TASK ITEM -> Given the entries below, copy each of them out exactly.

DATA IN THIS EXERCISE Start Marker

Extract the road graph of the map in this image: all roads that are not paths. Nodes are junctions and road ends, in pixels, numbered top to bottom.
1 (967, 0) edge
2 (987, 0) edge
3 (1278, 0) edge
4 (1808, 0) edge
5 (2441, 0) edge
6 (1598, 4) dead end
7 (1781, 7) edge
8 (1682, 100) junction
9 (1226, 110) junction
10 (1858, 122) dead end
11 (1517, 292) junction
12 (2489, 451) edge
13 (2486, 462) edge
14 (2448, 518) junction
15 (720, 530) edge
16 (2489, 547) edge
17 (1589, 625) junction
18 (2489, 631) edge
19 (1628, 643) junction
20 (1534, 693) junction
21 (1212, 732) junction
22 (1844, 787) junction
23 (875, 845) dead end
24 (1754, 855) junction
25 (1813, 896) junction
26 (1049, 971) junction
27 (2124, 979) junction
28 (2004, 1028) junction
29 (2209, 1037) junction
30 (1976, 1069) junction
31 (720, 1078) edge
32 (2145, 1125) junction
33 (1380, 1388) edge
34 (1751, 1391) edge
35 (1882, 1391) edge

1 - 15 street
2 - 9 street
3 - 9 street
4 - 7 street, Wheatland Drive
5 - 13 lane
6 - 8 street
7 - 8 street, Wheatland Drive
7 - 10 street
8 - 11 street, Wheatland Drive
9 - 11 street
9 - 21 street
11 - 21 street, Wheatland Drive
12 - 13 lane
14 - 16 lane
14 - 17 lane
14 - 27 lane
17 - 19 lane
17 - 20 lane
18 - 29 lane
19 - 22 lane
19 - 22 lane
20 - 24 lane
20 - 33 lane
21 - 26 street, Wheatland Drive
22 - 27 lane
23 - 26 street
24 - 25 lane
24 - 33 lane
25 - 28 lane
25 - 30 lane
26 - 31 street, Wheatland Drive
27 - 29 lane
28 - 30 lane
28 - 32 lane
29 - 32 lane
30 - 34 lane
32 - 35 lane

DATA IN THIS EXERCISE End Marker

ANSWER BOX ->
Extract the road graph of the map in this image: all roads that are not paths. Nodes are junctions and road ends, in pixels, numbered top to bottom.
1 (967, 0) edge
2 (987, 0) edge
3 (1278, 0) edge
4 (1808, 0) edge
5 (2441, 0) edge
6 (1598, 4) dead end
7 (1781, 7) edge
8 (1682, 100) junction
9 (1226, 110) junction
10 (1858, 122) dead end
11 (1517, 292) junction
12 (2489, 451) edge
13 (2486, 462) edge
14 (2448, 518) junction
15 (720, 530) edge
16 (2489, 547) edge
17 (1589, 625) junction
18 (2489, 631) edge
19 (1628, 643) junction
20 (1534, 693) junction
21 (1212, 732) junction
22 (1844, 787) junction
23 (875, 845) dead end
24 (1754, 855) junction
25 (1813, 896) junction
26 (1049, 971) junction
27 (2124, 979) junction
28 (2004, 1028) junction
29 (2209, 1037) junction
30 (1976, 1069) junction
31 (720, 1078) edge
32 (2145, 1125) junction
33 (1380, 1388) edge
34 (1751, 1391) edge
35 (1882, 1391) edge

1 - 15 street
2 - 9 street
3 - 9 street
4 - 7 street, Wheatland Drive
5 - 13 lane
6 - 8 street
7 - 8 street, Wheatland Drive
7 - 10 street
8 - 11 street, Wheatland Drive
9 - 11 street
9 - 21 street
11 - 21 street, Wheatland Drive
12 - 13 lane
14 - 16 lane
14 - 17 lane
14 - 27 lane
17 - 19 lane
17 - 20 lane
18 - 29 lane
19 - 22 lane
19 - 22 lane
20 - 24 lane
20 - 33 lane
21 - 26 street, Wheatland Drive
22 - 27 lane
23 - 26 street
24 - 25 lane
24 - 33 lane
25 - 28 lane
25 - 30 lane
26 - 31 street, Wheatland Drive
27 - 29 lane
28 - 30 lane
28 - 32 lane
29 - 32 lane
30 - 34 lane
32 - 35 lane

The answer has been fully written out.